**Your objective**
Extract every line of the material that holds the string "Write".

**The input**
····················

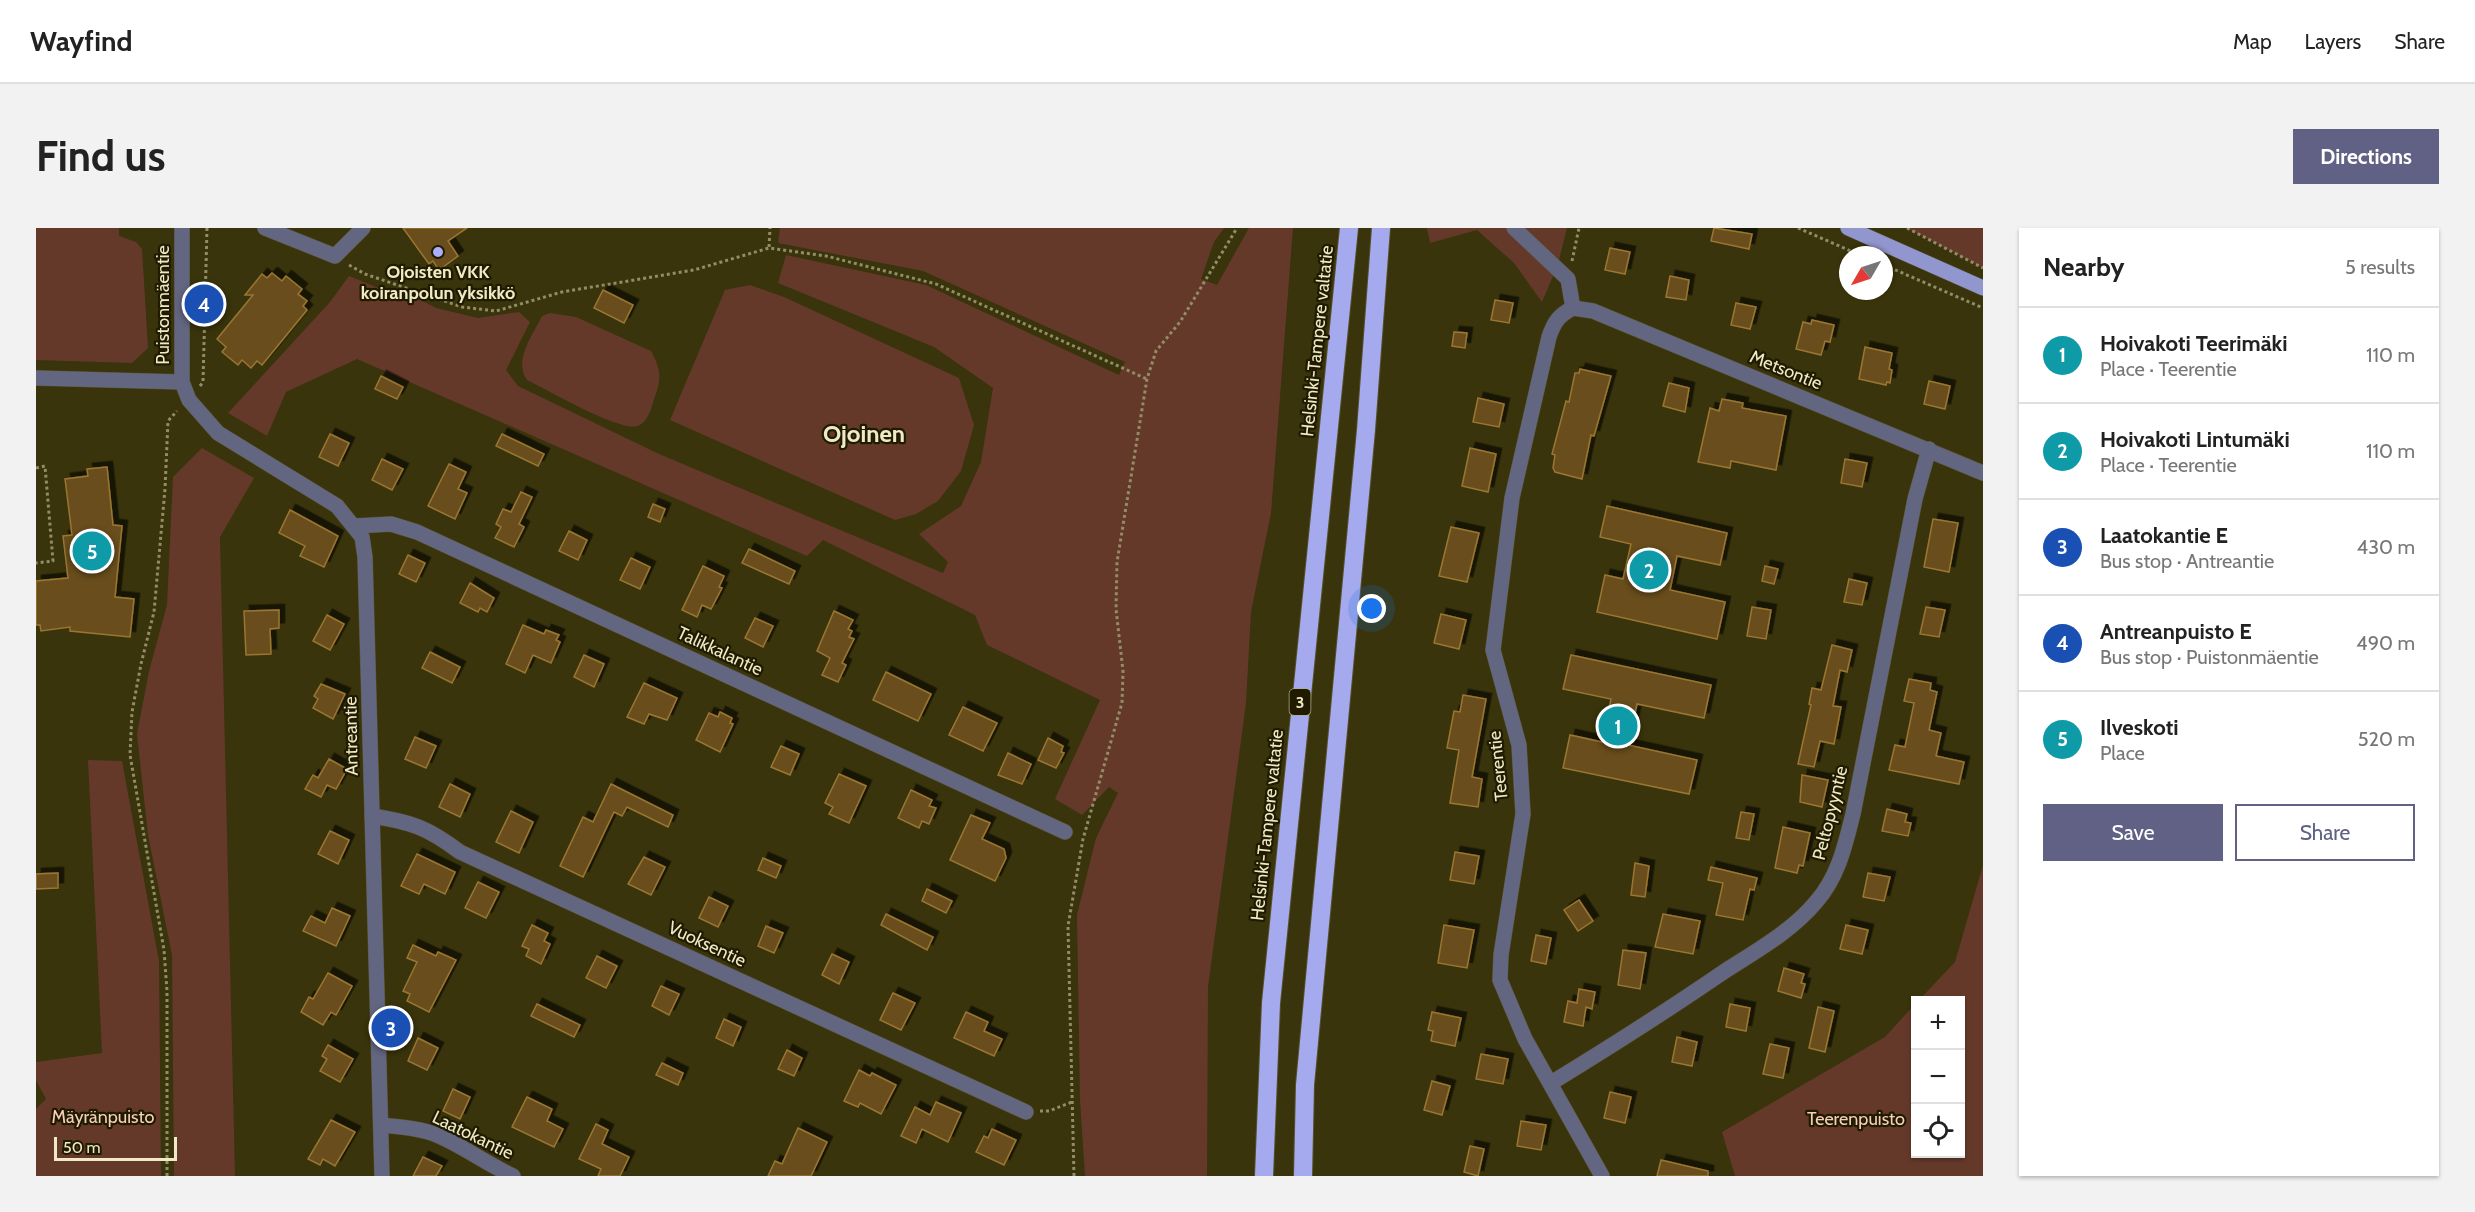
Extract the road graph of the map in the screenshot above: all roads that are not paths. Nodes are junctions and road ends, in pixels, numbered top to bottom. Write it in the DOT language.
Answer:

····················

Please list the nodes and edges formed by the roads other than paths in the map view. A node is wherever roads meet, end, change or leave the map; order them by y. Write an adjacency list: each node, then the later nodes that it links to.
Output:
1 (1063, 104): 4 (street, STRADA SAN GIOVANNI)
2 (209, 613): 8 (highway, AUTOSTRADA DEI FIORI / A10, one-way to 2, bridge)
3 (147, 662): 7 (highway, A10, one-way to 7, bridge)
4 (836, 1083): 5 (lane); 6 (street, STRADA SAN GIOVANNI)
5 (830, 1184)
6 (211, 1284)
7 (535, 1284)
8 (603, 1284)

····················

**The answer**
Extract the road graph of the map in the screenshot above: all roads that are not paths. Nodes are junctions and road ends, in pixels, numbered top to bottom. Write it in the DOT language.
Please list the nodes and edges formed by the roads other than paths in the map view. A node is wherever roads meet, end, change or leave the map; order them by y. Write an adjacency list: each node, then the later nodes that it links to.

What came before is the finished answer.